Mechanisms Involved in the Neurotoxicity and Abuse Liability of Nitrous Oxide: A Narrative Review

The recreational use of nitrous oxide (N₂O) has increased over the years. At the same time, more N₂O intoxications are presented to hospitals. The incidental use of N₂O is relatively harmless, but heavy, frequent and chronic use comes with considerable health risks. Most importantly, N₂O can inactivate the co-factor cobalamin, which, in turn, leads to paresthesia’s, partial paralysis and generalized demyelinating polyneuropathy. In some patients, these disorders are irreversible. Several metabolic cascades have been identified by which N₂O can cause harmful effects. Because these effects mostly occur after prolonged use, it raises the question of whether N₂O has addictive properties, explaining its prolonged and frequent use at high dose.
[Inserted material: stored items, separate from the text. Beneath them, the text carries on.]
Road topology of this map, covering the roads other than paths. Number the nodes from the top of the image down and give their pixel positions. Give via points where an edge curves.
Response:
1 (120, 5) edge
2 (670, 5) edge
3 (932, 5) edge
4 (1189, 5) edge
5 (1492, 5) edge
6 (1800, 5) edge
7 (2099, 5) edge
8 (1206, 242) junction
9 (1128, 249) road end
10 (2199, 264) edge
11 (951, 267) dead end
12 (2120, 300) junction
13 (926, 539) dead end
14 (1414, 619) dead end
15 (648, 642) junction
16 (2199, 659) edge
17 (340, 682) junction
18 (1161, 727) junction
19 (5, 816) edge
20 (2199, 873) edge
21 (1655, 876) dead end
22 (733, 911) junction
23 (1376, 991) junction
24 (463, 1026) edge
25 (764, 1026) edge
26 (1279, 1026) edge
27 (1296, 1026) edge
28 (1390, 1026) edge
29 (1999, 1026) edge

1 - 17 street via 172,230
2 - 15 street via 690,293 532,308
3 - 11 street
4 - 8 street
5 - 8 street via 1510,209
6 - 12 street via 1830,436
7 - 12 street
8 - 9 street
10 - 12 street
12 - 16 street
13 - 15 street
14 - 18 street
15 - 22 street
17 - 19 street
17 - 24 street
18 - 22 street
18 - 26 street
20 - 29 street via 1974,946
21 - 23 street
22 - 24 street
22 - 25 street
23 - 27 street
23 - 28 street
Several lines of evidence for N₂O’s dependence liability can be found in the literature, but the underlying mechanism of action remains controversial. N₂O interacts with the opioid system, but N₂O also acts as an N-methyl-D-aspartate (NMDA) receptor antagonist, by which it can cause dopamine disinhibition. In this narrative review, we provide a detailed description of animal and human evidence for N₂O-induced abuse/dependence and for N₂O-induced neurotoxicity.